In light of these risks, uncertainties and assumptions, the events anticipated by EOG's forward-looking statements may not occur, and, if any of such events do, we may not have anticipated the timing of their occurrence or the duration and extent of their impact on our actual results. Accordingly, you should not place any undue reliance on any of EOG's forward-looking statements. EOG's forward-looking statements speak only as of the date made, and EOG undertakes no obligation, other than as required by applicable law, to update or revise its forward-looking statements, whether as a result of new information, subsequent events, anticipated or unanticipated circumstances or otherwise.

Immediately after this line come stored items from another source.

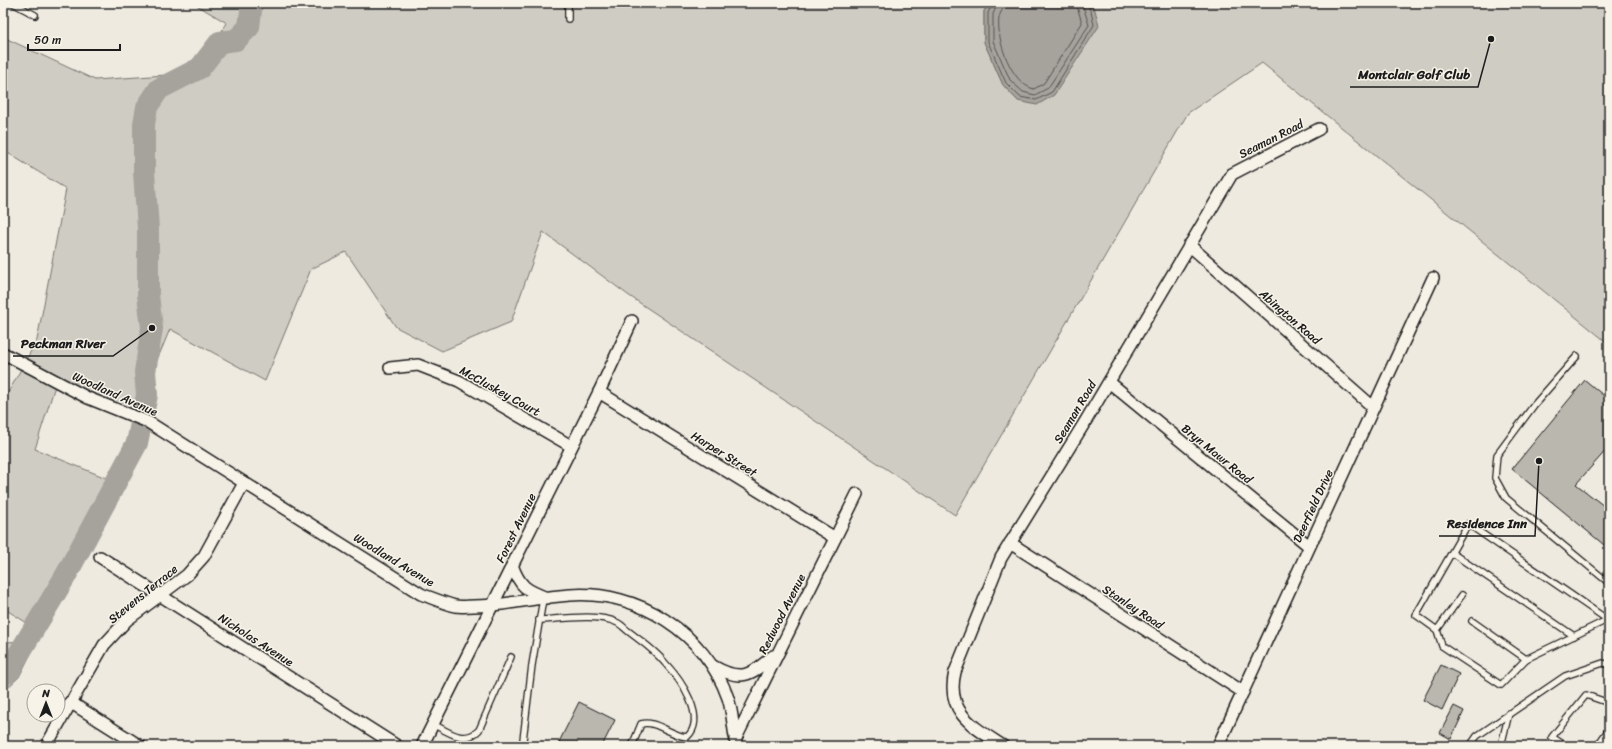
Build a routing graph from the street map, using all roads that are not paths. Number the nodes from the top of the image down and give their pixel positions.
1 (13, 3) edge
2 (568, 3) edge
3 (35, 15) dead end
4 (568, 19) dead end
5 (1319, 129) dead end
6 (1189, 246) junction
7 (1433, 278) dead end
8 (632, 321) dead end
9 (3, 353) edge
10 (1577, 356) dead end
11 (390, 368) dead end
12 (1109, 382) junction
13 (599, 392) junction
14 (1373, 407) junction
15 (571, 446) junction
16 (244, 483) junction
17 (857, 494) dead end
18 (835, 538) junction
19 (1010, 543) junction
20 (1309, 546) junction
21 (1452, 553) junction
22 (100, 557) dead end
23 (512, 565) junction
24 (1609, 583) edge
25 (1462, 595) dead end
26 (161, 596) junction
27 (545, 599) junction
28 (492, 606) junction
29 (539, 620) junction
30 (1608, 620) edge
31 (1472, 622) dead end
32 (1438, 630) junction
33 (1574, 636) junction
34 (778, 651) junction
35 (511, 657) dead end
36 (1526, 659) junction
37 (710, 665) junction
38 (1609, 665) edge
39 (1243, 692) junction
40 (70, 702) junction
41 (1609, 703) edge
42 (1509, 713) junction
43 (433, 724) junction
44 (1609, 729) edge
45 (523, 740) dead end
46 (735, 744) edge
47 (46, 746) edge
48 (140, 746) edge
49 (397, 746) edge
50 (422, 746) edge
51 (632, 746) edge
52 (1003, 746) edge
53 (1218, 746) edge
54 (1470, 746) edge
55 (1501, 746) edge
56 (1566, 746) edge
57 (1597, 746) edge

1 - 3 lane
2 - 4 lane
5 - 6 street, Seaman Road
6 - 12 street, Seaman Road
6 - 14 street, Abington Road
7 - 14 street, Deerfield Drive
8 - 13 street, Forest Avenue
9 - 16 street, Woodland Avenue
10 - 24 lane
11 - 15 street, McCluskey Court
12 - 19 street, Seaman Road
12 - 20 street, Bryn Mawr Road
13 - 15 street, Forest Avenue
13 - 18 street, Harper Street
14 - 20 street, Deerfield Drive
15 - 23 street, Forest Avenue
16 - 26 street, Stevens Terrace
16 - 28 street, Woodland Avenue
17 - 18 street, Redwood Avenue
18 - 34 street, Redwood Avenue
19 - 39 street, Stanley Road
19 - 52 street, Seaman Road
20 - 39 street, Deerfield Drive
21 - 30 lane
21 - 32 lane
21 - 33 lane
22 - 26 street, Nicholas Avenue
23 - 27 street
23 - 28 street, Forest Avenue
25 - 32 lane
26 - 40 street, Stevens Terrace
26 - 49 street, Nicholas Avenue
27 - 28 street, Woodland Avenue
27 - 29 lane
27 - 37 street, Woodland Avenue
28 - 43 street, Forest Avenue
29 - 45 lane
29 - 51 lane
30 - 33 lane
31 - 36 lane
32 - 36 lane
33 - 36 lane
34 - 37 street
34 - 46 street, Redwood Avenue
35 - 43 lane
37 - 46 street, Woodland Avenue
38 - 42 lane
39 - 53 street, Deerfield Drive
40 - 47 street, Stevens Terrace
40 - 48 street
41 - 56 lane
42 - 54 lane
42 - 55 lane
43 - 50 street, Forest Avenue
44 - 57 lane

Oil and Gas Reserves; Non-GAAP Financial Measures: The United States Securities and Exchange Commission (SEC) permits oil and gas companies, in their filings with the SEC, to disclose not only “proved” reserves (i.e., quantities of oil and gas that are estimated to be recoverable with a high degree of confidence), but also “probable” reserves (i.e., quantities of oil and gas that are as likely as not to be recovered) as well as “possible” reserves (i.e., additional quantities of oil and gas that might be recovered, but with a lower probability than probable reserves). Statements of reserves are only estimates and may not correspond to the ultimate quantities of oil and gas recovered. Any reserve estimates provided in this presentation that are not specifically designated as being estimates of proved reserves may include "potential" reserves and/or other estimated reserves not necessarily calculated in accordance with, or contemplated by, the SEC’s latest reserve reporting guidelines. Investors are urged to consider closely the disclosure in EOG’s Annual Report on Form 10-K for the fiscal year ended December 31, 2016, available from EOG at P.O. Box 4362, Houston, Texas 77210-4362 (Attn: Investor Relations). You can also obtain this report from the SEC by calling 1-800-SEC-0330 or from the SEC's website at www.sec.gov. In addition, reconciliation and calculation schedules for non-GAAP financial measures can be found on the EOG website at www.eogresources.com.